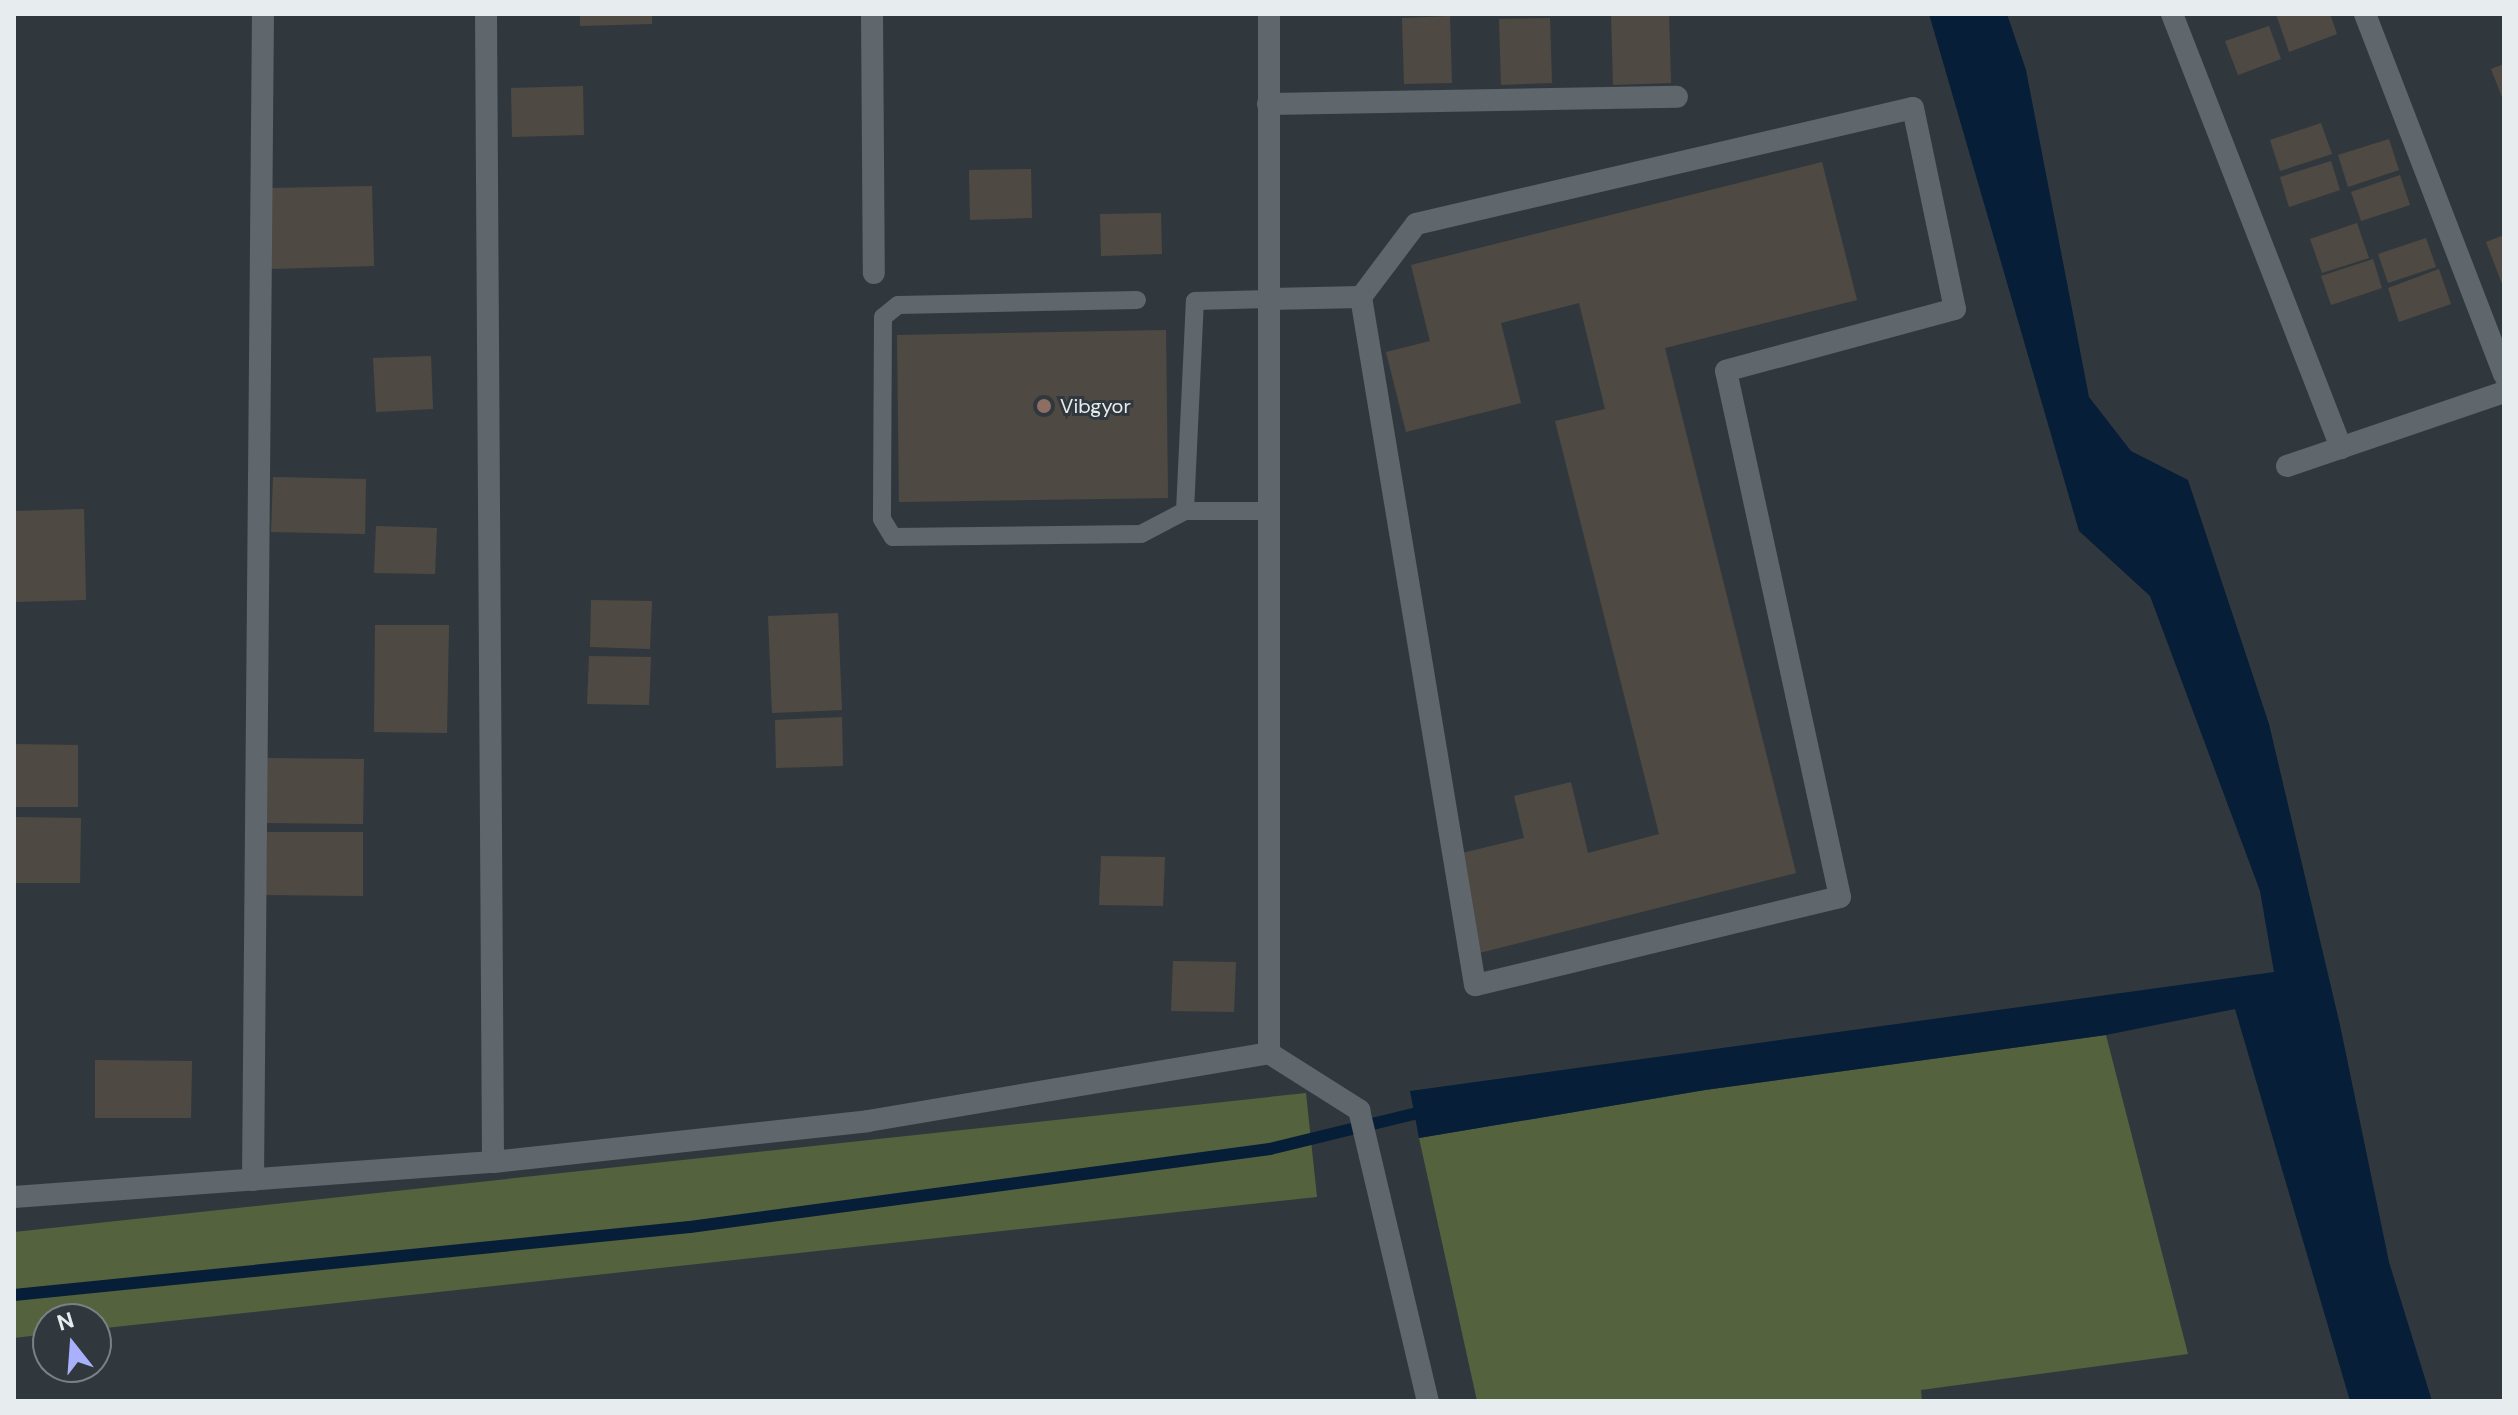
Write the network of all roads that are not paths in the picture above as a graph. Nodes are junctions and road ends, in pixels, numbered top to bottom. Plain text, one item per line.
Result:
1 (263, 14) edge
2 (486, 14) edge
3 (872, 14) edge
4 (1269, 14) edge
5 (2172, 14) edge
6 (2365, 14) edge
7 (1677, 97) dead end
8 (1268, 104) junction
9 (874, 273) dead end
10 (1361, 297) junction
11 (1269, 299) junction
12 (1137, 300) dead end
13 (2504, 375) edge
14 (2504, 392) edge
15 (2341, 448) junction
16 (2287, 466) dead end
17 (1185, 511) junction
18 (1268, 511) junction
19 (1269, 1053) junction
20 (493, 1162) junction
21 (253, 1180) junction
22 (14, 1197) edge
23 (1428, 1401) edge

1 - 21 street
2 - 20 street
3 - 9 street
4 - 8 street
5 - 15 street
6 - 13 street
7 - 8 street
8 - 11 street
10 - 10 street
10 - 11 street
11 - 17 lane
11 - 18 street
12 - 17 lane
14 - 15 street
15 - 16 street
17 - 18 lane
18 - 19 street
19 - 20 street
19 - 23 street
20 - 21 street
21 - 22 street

### Exercise details
The whole listing is to be written out exactly; the pictures stay out of the copy.

### Task answer
Write the network of all roads that are not paths in the picture above as a graph. Nodes are junctions and road ends, in pixels, numbered top to bottom. Plain text, one item per line.
Result:
1 (263, 14) edge
2 (486, 14) edge
3 (872, 14) edge
4 (1269, 14) edge
5 (2172, 14) edge
6 (2365, 14) edge
7 (1677, 97) dead end
8 (1268, 104) junction
9 (874, 273) dead end
10 (1361, 297) junction
11 (1269, 299) junction
12 (1137, 300) dead end
13 (2504, 375) edge
14 (2504, 392) edge
15 (2341, 448) junction
16 (2287, 466) dead end
17 (1185, 511) junction
18 (1268, 511) junction
19 (1269, 1053) junction
20 (493, 1162) junction
21 (253, 1180) junction
22 (14, 1197) edge
23 (1428, 1401) edge

1 - 21 street
2 - 20 street
3 - 9 street
4 - 8 street
5 - 15 street
6 - 13 street
7 - 8 street
8 - 11 street
10 - 10 street
10 - 11 street
11 - 17 lane
11 - 18 street
12 - 17 lane
14 - 15 street
15 - 16 street
17 - 18 lane
18 - 19 street
19 - 20 street
19 - 23 street
20 - 21 street
21 - 22 street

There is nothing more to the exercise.